Task directions = Pull each line containing "lines" out of the listing below.

Data shown =
- Opening Delimiter -

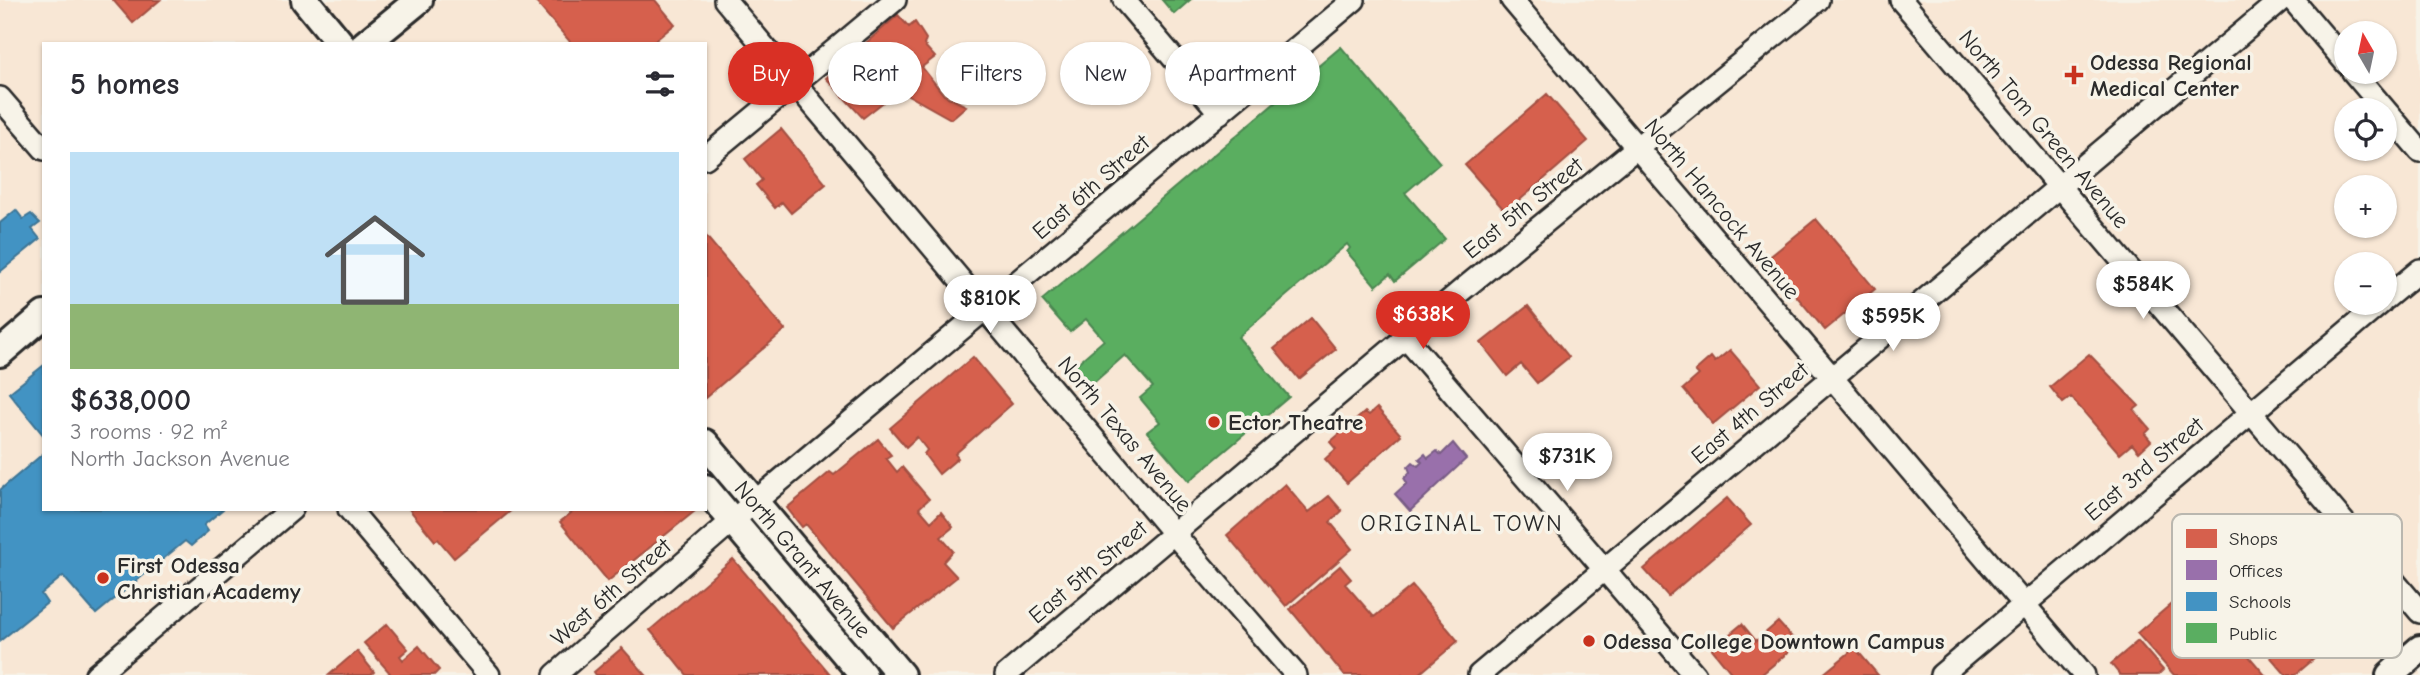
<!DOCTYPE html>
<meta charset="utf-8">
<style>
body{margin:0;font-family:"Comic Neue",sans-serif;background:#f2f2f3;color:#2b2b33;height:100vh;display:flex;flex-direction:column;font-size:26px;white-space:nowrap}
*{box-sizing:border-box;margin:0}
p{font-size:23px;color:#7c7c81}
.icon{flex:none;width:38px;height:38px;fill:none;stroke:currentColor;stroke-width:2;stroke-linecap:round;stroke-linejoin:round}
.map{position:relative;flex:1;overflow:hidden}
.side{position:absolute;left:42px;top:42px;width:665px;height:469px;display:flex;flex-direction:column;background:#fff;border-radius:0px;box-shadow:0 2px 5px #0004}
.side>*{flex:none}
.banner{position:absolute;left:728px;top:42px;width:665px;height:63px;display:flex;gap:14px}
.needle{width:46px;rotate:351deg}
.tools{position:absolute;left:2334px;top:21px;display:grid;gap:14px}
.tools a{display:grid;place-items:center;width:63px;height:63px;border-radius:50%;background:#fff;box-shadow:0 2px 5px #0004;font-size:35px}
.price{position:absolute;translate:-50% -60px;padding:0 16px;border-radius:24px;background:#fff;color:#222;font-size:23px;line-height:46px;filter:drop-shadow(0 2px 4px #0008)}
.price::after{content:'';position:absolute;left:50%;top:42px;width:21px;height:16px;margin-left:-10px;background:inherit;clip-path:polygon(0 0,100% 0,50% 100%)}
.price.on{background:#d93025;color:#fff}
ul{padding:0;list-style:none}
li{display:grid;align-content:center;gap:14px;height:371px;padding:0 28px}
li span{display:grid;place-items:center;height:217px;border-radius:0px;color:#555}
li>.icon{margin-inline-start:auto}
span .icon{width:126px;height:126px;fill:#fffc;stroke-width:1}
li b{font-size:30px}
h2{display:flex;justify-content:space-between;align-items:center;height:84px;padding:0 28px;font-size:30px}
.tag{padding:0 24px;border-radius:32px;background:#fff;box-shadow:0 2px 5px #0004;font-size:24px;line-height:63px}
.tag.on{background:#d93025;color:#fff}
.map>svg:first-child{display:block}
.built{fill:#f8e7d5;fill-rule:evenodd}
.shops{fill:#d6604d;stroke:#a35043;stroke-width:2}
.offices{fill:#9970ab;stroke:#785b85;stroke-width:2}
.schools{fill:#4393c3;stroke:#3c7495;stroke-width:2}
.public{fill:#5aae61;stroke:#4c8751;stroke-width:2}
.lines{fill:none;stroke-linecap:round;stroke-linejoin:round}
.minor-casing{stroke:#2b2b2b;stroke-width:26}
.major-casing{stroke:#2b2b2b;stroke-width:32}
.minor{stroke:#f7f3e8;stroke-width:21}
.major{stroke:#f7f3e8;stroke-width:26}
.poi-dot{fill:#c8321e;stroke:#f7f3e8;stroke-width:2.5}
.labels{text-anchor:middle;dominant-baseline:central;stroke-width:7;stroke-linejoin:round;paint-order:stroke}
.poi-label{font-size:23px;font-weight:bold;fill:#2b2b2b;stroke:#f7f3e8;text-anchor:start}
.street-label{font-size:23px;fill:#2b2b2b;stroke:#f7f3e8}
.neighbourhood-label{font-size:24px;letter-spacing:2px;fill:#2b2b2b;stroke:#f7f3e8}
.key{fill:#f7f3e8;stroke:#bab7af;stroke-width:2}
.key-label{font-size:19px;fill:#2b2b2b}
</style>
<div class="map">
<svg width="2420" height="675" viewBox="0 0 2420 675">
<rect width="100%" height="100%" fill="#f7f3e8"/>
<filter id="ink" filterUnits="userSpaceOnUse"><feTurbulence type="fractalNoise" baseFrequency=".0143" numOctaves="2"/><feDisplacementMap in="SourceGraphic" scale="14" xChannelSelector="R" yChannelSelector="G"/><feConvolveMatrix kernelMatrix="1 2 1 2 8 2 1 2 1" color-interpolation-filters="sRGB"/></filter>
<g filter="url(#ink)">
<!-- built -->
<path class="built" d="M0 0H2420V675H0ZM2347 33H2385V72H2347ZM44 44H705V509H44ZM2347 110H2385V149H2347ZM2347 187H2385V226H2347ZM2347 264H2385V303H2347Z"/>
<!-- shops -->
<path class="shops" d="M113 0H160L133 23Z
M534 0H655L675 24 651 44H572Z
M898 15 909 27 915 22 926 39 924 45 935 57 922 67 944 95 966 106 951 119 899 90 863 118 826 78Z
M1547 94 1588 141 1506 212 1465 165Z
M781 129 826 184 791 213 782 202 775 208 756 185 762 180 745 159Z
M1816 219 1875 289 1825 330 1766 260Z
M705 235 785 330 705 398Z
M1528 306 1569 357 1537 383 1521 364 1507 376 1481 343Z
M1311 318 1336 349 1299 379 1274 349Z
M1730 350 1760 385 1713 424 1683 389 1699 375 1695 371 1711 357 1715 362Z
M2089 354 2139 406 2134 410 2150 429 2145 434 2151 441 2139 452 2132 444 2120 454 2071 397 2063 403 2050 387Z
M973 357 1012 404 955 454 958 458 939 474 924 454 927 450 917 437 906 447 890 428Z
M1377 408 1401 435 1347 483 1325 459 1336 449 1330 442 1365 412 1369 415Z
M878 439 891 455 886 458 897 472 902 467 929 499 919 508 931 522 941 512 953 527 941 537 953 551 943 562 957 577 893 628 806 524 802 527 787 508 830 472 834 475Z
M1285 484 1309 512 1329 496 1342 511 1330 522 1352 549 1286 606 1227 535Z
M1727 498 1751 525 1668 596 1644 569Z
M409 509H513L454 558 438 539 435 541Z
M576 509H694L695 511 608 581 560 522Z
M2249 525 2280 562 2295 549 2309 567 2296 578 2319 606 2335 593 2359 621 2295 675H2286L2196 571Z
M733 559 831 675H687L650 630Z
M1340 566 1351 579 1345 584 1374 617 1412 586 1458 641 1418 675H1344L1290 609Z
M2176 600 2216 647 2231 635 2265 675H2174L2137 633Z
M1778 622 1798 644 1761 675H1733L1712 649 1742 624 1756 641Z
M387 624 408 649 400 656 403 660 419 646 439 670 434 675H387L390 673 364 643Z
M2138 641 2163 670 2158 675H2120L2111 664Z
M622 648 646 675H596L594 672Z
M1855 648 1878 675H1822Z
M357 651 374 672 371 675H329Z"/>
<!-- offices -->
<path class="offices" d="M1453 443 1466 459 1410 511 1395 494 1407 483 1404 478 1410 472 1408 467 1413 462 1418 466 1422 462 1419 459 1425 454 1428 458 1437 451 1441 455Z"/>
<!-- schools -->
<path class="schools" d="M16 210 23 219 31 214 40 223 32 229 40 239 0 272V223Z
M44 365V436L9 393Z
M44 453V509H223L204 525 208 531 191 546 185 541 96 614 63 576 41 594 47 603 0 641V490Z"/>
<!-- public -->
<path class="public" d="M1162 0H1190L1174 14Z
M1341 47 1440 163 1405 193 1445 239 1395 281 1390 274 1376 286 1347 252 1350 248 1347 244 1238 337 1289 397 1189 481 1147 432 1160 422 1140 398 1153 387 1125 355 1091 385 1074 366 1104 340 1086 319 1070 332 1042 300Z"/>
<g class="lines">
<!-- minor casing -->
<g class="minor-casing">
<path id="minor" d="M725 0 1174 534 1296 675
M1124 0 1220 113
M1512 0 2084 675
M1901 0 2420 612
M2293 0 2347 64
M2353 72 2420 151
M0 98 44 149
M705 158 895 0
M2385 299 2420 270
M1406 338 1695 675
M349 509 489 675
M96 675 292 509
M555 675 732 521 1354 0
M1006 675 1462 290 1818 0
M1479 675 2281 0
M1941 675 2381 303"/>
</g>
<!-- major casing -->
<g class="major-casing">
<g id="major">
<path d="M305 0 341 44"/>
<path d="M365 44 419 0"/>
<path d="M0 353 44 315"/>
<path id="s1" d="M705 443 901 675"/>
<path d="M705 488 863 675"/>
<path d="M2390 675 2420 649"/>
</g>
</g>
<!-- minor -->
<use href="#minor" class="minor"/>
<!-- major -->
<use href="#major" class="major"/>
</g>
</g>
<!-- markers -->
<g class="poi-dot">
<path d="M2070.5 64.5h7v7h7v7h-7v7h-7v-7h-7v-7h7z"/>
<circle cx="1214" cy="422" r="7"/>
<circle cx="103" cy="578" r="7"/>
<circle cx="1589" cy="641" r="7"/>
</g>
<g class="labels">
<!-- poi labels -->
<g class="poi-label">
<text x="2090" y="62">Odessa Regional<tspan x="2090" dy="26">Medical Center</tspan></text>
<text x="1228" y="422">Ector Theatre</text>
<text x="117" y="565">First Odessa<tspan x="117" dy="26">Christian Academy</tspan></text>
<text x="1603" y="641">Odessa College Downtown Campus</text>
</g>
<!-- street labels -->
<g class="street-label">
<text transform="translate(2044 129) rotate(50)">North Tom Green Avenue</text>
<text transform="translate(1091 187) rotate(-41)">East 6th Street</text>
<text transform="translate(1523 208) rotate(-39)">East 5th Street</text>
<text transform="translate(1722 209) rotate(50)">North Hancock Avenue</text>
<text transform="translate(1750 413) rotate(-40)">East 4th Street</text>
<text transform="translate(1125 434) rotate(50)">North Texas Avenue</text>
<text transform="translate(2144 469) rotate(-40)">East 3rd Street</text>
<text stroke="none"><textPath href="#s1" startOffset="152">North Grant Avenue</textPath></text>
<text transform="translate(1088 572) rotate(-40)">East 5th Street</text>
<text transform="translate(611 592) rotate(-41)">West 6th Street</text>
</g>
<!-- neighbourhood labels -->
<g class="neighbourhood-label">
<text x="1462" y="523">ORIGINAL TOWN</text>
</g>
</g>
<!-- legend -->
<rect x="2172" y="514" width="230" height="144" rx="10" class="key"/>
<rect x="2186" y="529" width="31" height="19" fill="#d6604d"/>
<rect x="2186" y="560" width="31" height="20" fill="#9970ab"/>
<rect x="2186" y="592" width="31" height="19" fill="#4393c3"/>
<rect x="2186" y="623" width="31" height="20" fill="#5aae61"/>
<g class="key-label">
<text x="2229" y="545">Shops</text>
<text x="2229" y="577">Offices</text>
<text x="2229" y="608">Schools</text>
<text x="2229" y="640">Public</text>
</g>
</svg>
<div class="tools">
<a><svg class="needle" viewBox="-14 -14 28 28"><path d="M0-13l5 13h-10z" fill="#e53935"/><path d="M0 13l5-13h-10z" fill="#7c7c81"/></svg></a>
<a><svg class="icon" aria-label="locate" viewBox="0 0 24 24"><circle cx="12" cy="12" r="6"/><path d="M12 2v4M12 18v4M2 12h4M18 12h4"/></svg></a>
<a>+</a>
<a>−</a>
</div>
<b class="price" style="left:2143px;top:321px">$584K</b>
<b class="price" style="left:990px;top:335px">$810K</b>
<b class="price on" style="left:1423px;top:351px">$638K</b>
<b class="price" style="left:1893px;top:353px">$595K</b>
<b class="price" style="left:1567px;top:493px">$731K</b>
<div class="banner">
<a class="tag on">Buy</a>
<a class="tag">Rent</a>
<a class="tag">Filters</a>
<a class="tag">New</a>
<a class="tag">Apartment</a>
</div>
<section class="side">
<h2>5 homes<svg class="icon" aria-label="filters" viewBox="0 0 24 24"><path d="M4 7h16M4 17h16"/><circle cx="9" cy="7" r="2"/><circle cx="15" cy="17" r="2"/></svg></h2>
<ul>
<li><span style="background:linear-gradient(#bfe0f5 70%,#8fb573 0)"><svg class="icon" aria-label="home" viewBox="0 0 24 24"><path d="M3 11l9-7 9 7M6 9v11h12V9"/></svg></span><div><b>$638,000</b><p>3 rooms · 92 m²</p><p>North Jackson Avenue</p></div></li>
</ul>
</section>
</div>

- Closing Delimiter -

Response box =
.lines{fill:none;stroke-linecap:round;stroke-linejoin:round}
<g class="lines">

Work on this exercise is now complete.